A. I never knew or know where Gilbert Nevarro lives at.
***
Q. Isn't it a fact that you went to Gilbert Nevarro's girl friend's house and said to him, let's go catch a vic?
A. No. No.
***
Q. Isn't it a fact that when you first went to him you said to him let's go rob a vic and he said no, and then you went back at him later?
A. No.
Trial Tr. 430: 16-433:25.
The Court agrees with the Appellate Division that the use of the co-defendant's statement falls outside the scope of the Confrontation Clause. In Crawford v. Washington, 541 U.S. 36, 53-54 (2004), the Supreme Court held that the Sixth Amendment prohibits "admission of testimonial statements of a witness who did not appear at trial unless he was unavailable to testify, and the defendant had a prior opportunity for cross-examination." Crawford reiterated that the Confrontation Clause "does not bar the use of testimonial statements for purposes other than establishing the truth of the matter asserted." Id. at 59-60 n. 9 (citing Tennessee v. Street, 471 U.S. 409, 414 (1985)). cf. United States v. Paulino, 445 F.3d 211, 216 (2d Cir. 2006) ("It has long been the rule that `[s]o long as . . . statements are not presented for the truth of the matter asserted, but only to establish a context . . ., the defendant's Sixth Amendment rights are not transgressed.' Nothing in Crawford v. Washington is to the contrary." (citation omitted and alterations in original)). Thus, the protections of the Confrontation Clause only extend to statements admitted into evidence for the truth of the matter asserted.
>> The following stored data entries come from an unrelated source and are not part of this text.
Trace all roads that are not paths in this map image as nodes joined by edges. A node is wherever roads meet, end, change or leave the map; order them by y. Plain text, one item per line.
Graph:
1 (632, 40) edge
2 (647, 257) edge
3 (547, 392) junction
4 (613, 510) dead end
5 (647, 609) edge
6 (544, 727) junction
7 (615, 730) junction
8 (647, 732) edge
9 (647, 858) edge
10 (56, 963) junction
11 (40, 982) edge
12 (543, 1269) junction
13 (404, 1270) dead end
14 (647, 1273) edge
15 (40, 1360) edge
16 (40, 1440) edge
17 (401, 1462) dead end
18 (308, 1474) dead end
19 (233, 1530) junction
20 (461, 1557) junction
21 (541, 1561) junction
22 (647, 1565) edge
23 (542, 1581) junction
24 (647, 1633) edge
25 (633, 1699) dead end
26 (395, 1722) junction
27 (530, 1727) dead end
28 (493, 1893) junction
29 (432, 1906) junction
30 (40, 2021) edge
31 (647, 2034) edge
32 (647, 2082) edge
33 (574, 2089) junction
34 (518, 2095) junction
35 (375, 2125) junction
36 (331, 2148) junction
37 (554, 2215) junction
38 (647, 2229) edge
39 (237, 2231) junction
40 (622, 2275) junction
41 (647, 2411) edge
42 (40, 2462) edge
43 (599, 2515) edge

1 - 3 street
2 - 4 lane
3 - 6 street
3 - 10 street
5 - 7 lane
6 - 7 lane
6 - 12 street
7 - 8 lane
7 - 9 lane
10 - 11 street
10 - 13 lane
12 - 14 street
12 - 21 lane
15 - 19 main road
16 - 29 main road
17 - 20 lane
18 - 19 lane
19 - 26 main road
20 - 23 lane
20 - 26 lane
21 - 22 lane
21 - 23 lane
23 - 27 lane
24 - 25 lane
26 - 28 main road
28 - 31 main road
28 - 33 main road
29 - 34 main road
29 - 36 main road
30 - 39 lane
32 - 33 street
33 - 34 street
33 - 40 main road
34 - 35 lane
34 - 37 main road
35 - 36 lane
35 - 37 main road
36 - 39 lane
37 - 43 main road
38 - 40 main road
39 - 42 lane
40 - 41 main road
In this case, the co-defendant's statement was not admitted into evidence, nor did the prosecutor seek to enter the statement into evidence. The prosecutor merely used the codefendant's statement to establish a good-faith basis for her cross-examination of Petitioner, without ever informing the jury, or even implying, that co-defendant had made a statement or that her questions were based on a statement made by co-defendant. Moreover, when Petitioner responded, "No" to each of the prosecutor's questions, the prosecutor complied with the court's ruling that she was bound by Petitioner's answers, and she made no attempt to introduce codefendant's statement into evidence. As the court instructed the jury, "[q]uestions, in and of themselves, are not evidence. Therefore, you cannot infer any fact from the mere asking of a question." Trial Tr. 225: 24 — 226: 2. Thus, the Appellate Division's holding was not "contrary to, or involved an unreasonable application of" of federal law. 28 U.S.C. § 2254(d). See United States v. Tucker, 533 F.3d 711, 715 (8th Cir. 2008) (holding that the use of an out-of-court testimonial statement merely as the good-faith does not implicate the Confrontation Clause).
CONCLUSION
For the reasons stated above, the instant petition for a writ of habeas corpus pursuant to 28 U.S.C. § 2254 is denied, and this action is dismissed.